En Sincelejo tenemos un nuevo tema jurídico, que de seguro va a dar de qué hablar, pero de lo que NO se debe hacer NUNCA en la administración pública. La secretaria jurídica de la Alcaldía, nuevamente la protagonista, la incondicional Yeimi Urzola Torres, interpretando magistralmente el papel de “revise y firme, pero no intervine en decisión alguna”.
Porque según su contestación al Juzgado Quinto Penal Municipal con Función de Conocimiento de Sincelejo, dentro de la acción de tutela Radicado N.º 70001400900520250018200, lo suyo fue una formalidad sin trascendencia, responsabilidad mínima o un trámite inocuo, casi como llevar las galletas con mermeladas al Concejo.
Ella misma lo dijo:
«En consecuencia, las actuaciones que desarrollé durante dicho encargo tuvieron un carácter estrictamente administrativo y limitado a la presentación formal del proyecto ante el Concejo Municipal, con el único propósito de solicitar la concesión de facultades para modificar la estructura administrativa y actualizar la escala salarial. Mi participación se agotó en esta fase previa del proceso de modernización institucional, sin intervención alguna en las etapas posteriores de diseño, aprobación o ejecución de las modificaciones estructurales y salariales”.

¡Qué ternura y belleza!
El problema, señora secretaria jurídica, es que usted mintió, ya que fue expresamente delegada por su alcalde Yahir Acuña mediante Decreto 655 de 2025 para conformar el equipo técnico del proceso de modernización institucional, como también para suscribir y expedir los actos administrativos que se deriven de dicho proceso (planta de empleos, manual específico de funciones y competencias laborales).



Así mismo, su firma aparece estampada como tatuaje indeleble en el Decreto 1057 de 2025, que estableció la nueva planta de empleos, y en los decretos 1063, 1069 y 1082 del mismo año.

¿De verdad pretende convencernos de que revisar, firmar y aprobar decretos que suprimieron cargos y beneficiaron a familiares del alcalde y suya no es “intervención”? Pues bien, con esa lógica, “como el carnicero que mata la vaca, la pela y vende la carne… y luego dice que él solo amarró y que quien peló la vaca fue otro.
Lo más pintoresco es el doble papel: secretaria jurídica de un municipio con masacre laboral y, a la vez, hermana de una funcionaria en provisionalidad que mágicamente salió ilesa de la motosierra administrativa. ¡Qué coincidencia tan jurídica y tan familiar!

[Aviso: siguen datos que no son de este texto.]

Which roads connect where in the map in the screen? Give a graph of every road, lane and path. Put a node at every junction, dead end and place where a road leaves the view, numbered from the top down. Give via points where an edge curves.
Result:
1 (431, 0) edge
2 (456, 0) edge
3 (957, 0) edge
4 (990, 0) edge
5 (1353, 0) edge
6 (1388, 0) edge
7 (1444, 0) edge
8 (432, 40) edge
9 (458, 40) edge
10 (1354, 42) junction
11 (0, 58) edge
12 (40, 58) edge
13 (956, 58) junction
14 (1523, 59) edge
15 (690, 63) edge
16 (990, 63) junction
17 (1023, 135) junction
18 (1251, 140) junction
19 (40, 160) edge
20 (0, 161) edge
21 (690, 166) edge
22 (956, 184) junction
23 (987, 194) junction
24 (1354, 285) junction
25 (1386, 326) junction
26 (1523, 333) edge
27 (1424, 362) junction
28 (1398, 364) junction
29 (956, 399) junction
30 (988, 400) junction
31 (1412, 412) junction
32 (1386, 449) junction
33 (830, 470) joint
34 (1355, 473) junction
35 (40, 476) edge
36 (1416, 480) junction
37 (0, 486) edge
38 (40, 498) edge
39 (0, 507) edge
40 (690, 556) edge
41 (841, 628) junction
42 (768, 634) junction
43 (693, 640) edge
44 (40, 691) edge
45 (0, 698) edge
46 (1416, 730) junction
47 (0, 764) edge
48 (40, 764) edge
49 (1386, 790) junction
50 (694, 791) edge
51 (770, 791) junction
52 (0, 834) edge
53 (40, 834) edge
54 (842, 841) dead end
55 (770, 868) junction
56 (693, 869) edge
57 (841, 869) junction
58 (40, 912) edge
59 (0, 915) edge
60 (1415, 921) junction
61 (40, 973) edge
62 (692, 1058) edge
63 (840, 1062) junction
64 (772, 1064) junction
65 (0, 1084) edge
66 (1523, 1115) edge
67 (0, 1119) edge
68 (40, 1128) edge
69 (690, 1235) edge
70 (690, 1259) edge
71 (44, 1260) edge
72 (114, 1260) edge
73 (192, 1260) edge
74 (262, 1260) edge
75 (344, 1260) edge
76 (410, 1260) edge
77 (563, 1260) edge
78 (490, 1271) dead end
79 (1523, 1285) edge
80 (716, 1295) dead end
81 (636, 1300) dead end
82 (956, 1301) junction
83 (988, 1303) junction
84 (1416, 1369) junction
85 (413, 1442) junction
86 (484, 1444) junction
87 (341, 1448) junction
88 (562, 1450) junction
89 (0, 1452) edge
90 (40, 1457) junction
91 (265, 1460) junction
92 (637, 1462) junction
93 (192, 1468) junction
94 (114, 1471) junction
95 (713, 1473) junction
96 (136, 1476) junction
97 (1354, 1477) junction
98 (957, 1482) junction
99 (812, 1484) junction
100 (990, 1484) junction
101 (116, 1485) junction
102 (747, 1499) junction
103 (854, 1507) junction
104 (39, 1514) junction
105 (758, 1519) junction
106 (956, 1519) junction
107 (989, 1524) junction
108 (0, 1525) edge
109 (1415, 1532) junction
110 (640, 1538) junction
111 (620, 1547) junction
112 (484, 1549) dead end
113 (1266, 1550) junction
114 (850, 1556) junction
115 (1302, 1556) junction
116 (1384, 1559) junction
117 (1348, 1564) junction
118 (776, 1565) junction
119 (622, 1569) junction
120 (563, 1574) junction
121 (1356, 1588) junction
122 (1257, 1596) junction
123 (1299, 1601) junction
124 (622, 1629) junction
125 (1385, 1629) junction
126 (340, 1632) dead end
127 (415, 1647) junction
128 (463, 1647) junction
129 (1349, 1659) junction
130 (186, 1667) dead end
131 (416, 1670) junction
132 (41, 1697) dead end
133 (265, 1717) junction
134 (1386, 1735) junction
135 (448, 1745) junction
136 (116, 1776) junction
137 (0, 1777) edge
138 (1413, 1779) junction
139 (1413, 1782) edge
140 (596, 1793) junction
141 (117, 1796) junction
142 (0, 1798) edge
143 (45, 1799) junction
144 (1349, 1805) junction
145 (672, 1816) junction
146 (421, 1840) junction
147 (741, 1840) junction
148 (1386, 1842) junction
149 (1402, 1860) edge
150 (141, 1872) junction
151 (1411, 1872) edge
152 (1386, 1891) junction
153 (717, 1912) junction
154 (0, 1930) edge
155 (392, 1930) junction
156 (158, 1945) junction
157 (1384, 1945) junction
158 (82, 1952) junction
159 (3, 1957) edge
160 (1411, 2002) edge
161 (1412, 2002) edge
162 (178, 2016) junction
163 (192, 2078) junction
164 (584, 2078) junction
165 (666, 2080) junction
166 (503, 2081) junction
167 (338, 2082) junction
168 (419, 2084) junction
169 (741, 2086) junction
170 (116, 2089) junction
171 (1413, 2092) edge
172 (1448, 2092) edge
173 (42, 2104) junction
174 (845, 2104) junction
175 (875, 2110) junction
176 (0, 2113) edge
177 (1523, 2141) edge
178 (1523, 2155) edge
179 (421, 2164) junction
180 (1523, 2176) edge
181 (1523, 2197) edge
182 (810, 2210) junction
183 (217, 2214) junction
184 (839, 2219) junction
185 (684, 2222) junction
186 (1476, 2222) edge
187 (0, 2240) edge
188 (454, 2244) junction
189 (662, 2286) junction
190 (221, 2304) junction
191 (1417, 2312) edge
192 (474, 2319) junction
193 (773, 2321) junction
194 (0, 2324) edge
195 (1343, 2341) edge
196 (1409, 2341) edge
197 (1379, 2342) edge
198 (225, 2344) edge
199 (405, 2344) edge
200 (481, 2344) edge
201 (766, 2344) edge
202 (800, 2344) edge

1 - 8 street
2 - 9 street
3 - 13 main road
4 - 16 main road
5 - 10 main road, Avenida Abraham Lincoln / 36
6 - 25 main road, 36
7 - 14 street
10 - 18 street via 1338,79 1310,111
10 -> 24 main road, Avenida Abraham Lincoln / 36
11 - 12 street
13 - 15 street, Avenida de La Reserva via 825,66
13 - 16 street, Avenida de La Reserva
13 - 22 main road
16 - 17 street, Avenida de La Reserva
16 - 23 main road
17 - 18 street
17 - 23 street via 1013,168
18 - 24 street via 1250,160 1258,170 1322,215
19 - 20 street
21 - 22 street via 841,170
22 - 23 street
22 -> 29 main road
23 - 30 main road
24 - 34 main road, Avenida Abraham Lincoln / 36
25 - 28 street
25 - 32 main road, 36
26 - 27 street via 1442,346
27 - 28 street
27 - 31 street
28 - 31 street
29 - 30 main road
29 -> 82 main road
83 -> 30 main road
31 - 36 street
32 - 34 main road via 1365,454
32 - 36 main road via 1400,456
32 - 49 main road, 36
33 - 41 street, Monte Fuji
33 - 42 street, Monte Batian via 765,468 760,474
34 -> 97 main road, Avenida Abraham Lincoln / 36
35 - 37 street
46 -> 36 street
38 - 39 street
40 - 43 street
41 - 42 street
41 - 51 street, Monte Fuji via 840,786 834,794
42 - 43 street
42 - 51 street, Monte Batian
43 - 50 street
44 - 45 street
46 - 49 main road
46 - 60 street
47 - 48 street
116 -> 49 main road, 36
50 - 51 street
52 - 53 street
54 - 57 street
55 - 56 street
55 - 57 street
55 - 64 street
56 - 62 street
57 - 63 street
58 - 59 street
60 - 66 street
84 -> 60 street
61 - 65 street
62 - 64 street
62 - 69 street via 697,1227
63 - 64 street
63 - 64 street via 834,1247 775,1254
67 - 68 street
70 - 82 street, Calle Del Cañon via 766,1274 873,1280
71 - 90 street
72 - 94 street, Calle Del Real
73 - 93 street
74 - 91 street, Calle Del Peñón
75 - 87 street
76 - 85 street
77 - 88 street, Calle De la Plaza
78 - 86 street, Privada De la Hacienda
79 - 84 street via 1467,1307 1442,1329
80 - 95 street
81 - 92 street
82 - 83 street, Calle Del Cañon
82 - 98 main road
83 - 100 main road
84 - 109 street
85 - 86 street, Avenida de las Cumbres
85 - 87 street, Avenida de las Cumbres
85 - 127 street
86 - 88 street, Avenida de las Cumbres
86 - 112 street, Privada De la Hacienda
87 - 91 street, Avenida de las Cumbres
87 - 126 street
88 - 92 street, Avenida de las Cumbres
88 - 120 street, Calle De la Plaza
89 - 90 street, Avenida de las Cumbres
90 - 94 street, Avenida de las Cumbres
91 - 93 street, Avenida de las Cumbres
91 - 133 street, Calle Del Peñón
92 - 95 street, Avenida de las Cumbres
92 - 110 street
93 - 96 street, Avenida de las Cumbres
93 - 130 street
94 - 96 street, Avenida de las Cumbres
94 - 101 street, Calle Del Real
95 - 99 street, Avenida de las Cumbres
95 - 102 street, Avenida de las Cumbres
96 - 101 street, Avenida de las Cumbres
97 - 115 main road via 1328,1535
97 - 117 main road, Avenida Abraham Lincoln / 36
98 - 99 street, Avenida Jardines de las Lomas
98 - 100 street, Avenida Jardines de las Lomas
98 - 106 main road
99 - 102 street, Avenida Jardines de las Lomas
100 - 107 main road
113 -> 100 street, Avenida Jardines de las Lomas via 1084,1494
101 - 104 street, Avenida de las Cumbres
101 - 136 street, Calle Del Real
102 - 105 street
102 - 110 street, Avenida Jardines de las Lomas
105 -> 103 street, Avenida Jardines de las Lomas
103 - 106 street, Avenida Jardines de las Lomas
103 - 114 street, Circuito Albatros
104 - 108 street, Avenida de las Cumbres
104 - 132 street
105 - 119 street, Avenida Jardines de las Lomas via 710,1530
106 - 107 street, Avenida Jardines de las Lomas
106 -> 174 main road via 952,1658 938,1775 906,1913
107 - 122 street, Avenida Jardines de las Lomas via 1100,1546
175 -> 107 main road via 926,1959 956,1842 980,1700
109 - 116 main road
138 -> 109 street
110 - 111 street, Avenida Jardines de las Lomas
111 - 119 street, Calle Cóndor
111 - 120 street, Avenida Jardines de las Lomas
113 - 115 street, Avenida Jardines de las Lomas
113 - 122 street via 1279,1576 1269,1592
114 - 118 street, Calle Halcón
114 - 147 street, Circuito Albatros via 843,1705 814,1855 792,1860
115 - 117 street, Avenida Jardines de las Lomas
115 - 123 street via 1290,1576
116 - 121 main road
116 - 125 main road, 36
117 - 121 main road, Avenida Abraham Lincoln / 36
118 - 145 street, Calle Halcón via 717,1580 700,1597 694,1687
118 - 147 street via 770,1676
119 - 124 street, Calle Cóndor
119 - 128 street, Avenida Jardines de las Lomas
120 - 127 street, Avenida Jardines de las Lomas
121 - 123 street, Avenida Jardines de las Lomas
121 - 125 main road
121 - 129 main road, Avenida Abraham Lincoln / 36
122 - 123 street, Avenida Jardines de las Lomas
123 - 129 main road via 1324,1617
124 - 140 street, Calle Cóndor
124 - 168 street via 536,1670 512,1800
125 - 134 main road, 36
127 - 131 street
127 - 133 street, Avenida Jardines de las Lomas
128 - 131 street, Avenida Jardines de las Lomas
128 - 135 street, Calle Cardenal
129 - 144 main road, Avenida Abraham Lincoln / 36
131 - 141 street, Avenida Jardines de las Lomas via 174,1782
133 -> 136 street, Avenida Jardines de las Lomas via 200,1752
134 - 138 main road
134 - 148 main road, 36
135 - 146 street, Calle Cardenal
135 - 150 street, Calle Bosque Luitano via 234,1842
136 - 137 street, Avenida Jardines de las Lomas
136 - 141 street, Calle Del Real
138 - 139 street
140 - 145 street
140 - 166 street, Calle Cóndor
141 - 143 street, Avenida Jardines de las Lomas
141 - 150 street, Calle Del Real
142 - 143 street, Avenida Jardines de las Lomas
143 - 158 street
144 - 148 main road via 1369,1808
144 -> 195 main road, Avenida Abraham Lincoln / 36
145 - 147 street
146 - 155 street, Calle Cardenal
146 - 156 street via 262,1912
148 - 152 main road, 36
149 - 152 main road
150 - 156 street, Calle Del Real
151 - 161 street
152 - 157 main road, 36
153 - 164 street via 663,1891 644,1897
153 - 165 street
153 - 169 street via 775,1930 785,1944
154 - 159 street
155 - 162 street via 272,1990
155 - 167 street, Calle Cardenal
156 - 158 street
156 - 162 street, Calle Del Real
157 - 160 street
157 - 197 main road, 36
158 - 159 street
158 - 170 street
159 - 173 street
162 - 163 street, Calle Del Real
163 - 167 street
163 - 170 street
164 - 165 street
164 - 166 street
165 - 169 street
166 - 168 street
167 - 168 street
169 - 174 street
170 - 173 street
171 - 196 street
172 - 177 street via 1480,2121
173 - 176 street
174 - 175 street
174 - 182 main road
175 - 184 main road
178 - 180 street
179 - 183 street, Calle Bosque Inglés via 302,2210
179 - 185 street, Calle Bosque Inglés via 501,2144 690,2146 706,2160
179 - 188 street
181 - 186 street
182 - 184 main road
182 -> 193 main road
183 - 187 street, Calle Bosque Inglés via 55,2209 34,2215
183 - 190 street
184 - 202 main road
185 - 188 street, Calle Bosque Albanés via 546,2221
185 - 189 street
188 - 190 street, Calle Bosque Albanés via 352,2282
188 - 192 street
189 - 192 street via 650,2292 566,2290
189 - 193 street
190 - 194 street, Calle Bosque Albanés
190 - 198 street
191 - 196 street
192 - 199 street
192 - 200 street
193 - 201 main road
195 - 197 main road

Y claro, cuando la ley exige moralidad, transparencia y responsabilidad (art. 209 C.P., arts. 44 y 45 CPACA), ella responde con la creatividad del “yo no fui”. Cuando la jurisprudencia del Consejo de Estado dice que firmar un decreto es asumir su legalidad y consecuencias, ella decide que su rúbrica era apenas una firma casual, como cuando uno firma la planilla de asistencia a los eventos del alcalde y queda expuesto a que la cojan para otra cosa.
El teatro sería cómico si no fuera trágico. Porque mientras cientos de empleados de carrera son desmejorados laboralmente y provisionales fueron echados a la calle, la secretaria jurídica se escurre con discursos procesales, blindando a los suyos y avalando los caprichos de un alcalde experto en despilfarro, en nepotismo y sagas familiares.
Aquí no hablamos solo de un error de estilo, sino de posibles faltas disciplinarias y delitos penales:
- Falta a la verdad procesal (art. 42, Ley 1437 de 2011 – CPACA): Mentir deliberadamente constituye un indicio grave de responsabilidad.
- Faltas disciplinarias (Ley 734 de 2002 y Ley 1952 de 2019): sanciones que van desde suspensión hasta destitución e inhabilidad.
- Fraude procesal (art. 453 C.P.): Presentar información falsa a un juez puede acarrear 6 a 12 años de prisión.
- Falsedad ideológica en documento público (art. 286 C.P.): prisión de 4 a 8 años por firmar actos contrarios a la verdad.
- Prevaricato (arts. 413 y 414 C.P.): por avalar decretos ilegales, respondiendo como servidora pública.
En resumen: la secretaria jurídica no solo juega al “yo no fui” en lo administrativo, sino que al mentir al juez se mete en arenas movedizas disciplinarias y penales.
La secretaria jurídica de Sincelejo es, al parecer, “curandera de decretos torcidos”, hace desaparecer su responsabilidad con una frase, borra su firma de los decretos con un chasquido y convierte la mentira en estrategia de defensa.
Pero cuidado: los jueces y los órganos de control no creen en cuentos de hadas. ¡¡Ojalá escuche el grito que eso no se puede!! Y todos sabemos que la firma en un acto administrativo no es un garabato decorativo: es la confesión escrita de voluntad y responsabilidad jurídica.